La mayoría del TC consideró aplicable el primer supuesto, al tratarse de una sanción administrativa confirmada por el juez. Argumentó, por ello, que "la notificación del auto del Juzgado de Vigilancia Penitenciaria que agota la vía judicial se practicó el 27 de marzo de 2018, con lo que el plazo de 20 días hábiles para presentar el recurso de amparo [por parte de Jordi Sànchez] expiraba a las 15 horas del 27 de abril de 2018". Sin embargo, la demanda se presentó el 11 de mayo de 2018, "fuera del plazo legalmente establecido".

Xiol, Valdés y Balaguer opinaron que se trataba de un "recurso mixto" y que la alegada vulneración del derecho a la legalidad sancionadora tuvo "su origen formal y material en las resoluciones judiciales", por lo que el plazo sería de 30 días y la demanda hubiera debido ser contestada en cuanto al fondo.

Los magistrados que quedaron en minoría expresaron su discrepancia en un voto particular en cuyo párrafo último aventuraban que sus colegas habían optado por la inadmisión para evitar entrar en el fondo de la demanda de Jordi Sànchez ya que, si lo hubieran hecho, no habrían tenido más remedio que darle la razón.

"No sólo era ofensivo e insultante, es que es sencillamente falso porque no entramos a debatir el fondo de la demanda, de modo que nadie sabe qué hubiéramos opinado cada uno sobre su estimación o desestimación", indican fuentes del TC para explicar por qué el voto particular "encolerizó" a numerosos magistrados, que conocieron su contenido cuando ya había sido publicado. Antes de eso una letrada del tribunal advirtió a Xiol de la inconveniencia de ese último párrafo del voto discrepante, pero el magistrado lo mantuvo y así se adjuntó a la sentencia.

Texto inicial

El pasado martes, primer día de la reunión del Pleno el TC celebrada esta semana, varios magistrados expresaron su indignación a los autores del voto particular y éstos pidieron disculpas. No fue suficiente. El malestar creado por un texto que sugiere un comportamiento rayano en la prevaricación era de tal magnitud que se reclamó una rectificación.

Llegó este jueves, cuando se notificó a la defensa de Sànchez un escrito firmado por Xiol, Valdés y Balaguer en el que "proceden a suprimir el fundamento 7 del voto particular".

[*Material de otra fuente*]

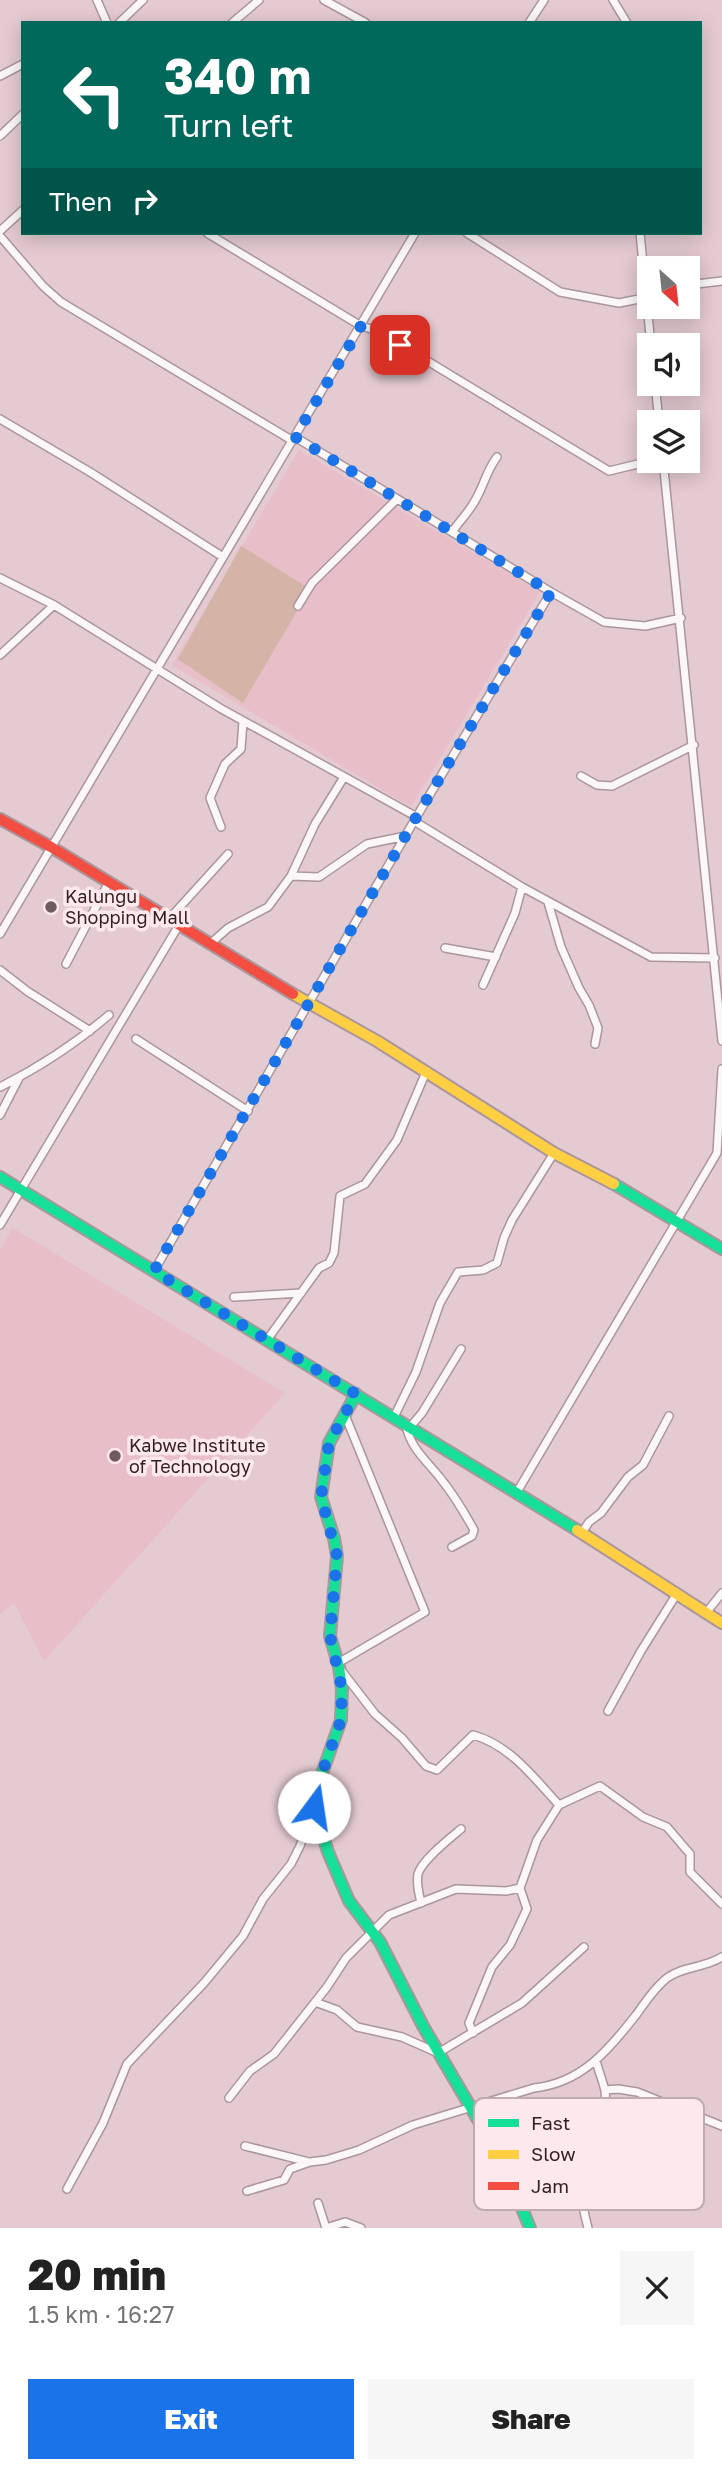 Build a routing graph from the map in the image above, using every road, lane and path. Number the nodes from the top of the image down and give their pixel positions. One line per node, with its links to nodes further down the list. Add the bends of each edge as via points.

Afirman que ese párrafo formaba parte "de un proyecto inicial que no respondía a la voluntad de los redactores del voto ni a lo que fue objeto e la deliberación en el pleno y que fue erróneamente firmado".

Rectificación

La rectificación, que lleva fecha del martes pasado, se ampara en el artículo 267.3 de la Ley Orgánica del Poder Judicial, que permite corregir "en cualquier momento" los "errores materiales manifiestos y los aritméticos en que incurran las resoluciones judiciales".

El defensor de Sànchez, Jordi Pina, ha expresado este jueves su "estupor" ante la "insólita comunicación recibida hoy" sobre la supresión de la parte final del voto discrepante.